Results of the Phase II FALKON Trial
The pivotal Phase II FALKON trial did not demonstrate a reduction in the volume of abnormal new bone formation, known as heterotopic ossification, compared to placebo, the group reports. The study involved adult and child patients with progressive fibrodysplasia ossificans. As a result of these findings, the trial will be closed, the statement specifies. However, the experimental drug fidrisertib was generally well tolerated, with no safety concerns identified during the trial, according to the company. Christelle Huguet, Director of Research and Development at Ipsen, described these results as disappointing for the patient community affected by this disease.

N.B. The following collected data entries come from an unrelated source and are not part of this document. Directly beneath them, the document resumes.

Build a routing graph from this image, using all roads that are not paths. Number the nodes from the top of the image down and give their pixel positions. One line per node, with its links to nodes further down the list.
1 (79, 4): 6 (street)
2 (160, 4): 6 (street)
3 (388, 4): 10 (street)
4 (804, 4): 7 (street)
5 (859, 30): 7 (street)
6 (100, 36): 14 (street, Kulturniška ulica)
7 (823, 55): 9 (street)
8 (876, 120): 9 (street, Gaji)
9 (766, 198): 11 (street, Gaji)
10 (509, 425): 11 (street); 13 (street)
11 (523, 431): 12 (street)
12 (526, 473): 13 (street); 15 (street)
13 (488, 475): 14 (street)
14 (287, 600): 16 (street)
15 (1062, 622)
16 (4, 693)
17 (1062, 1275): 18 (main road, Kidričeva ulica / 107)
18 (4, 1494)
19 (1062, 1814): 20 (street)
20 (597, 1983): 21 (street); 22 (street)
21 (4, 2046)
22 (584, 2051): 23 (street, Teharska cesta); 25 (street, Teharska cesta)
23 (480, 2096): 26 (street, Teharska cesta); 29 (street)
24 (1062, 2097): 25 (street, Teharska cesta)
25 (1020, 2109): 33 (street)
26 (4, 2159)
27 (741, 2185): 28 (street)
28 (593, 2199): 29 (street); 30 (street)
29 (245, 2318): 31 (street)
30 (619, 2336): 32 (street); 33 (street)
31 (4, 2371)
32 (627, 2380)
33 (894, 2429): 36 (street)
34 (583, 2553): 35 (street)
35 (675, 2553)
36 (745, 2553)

Scope and Structure of the FALKON Trial
The FALKON trial represents the largest Phase II trial ever conducted on progressive fibrodysplasia ossificans, according to the laboratory. Structured in three parts, it aimed to assess the efficacy, safety, and tolerability of fidrisertib as a first-line treatment. Part A of this global, multicenter trial recruited 113 patients aged 5 years or older, carrying the R206H mutation of the ACVR1 gene or other associated variants. Participants were randomized to receive either a high dose of fidrisertib, a low dose, or a placebo, the statement details. The primary endpoint focused on the annual change in the volume of heterotopic ossification compared to the baseline value.
About Progressive Fibrodysplasia Ossificans
Progressive fibrodysplasia ossificans is a genetic disease caused by pathogenic variants of the ALK2 kinase, leading to irreversible bone formation in soft and connective tissues. Treatment options for patients with this condition are currently limited, Ipsen states. The disease is typically diagnosed at an average age of 5 years and reduces life expectancy to a median age of 56 years, according to the statement. The prevalence of progressive fibrodysplasia ossificans is approximately 1.36 per million individuals worldwide, the group specifies. Fidrisertib is a selective small molecule inhibitor targeting pathogenic variants of the ALK2 kinase, administered orally in capsule form.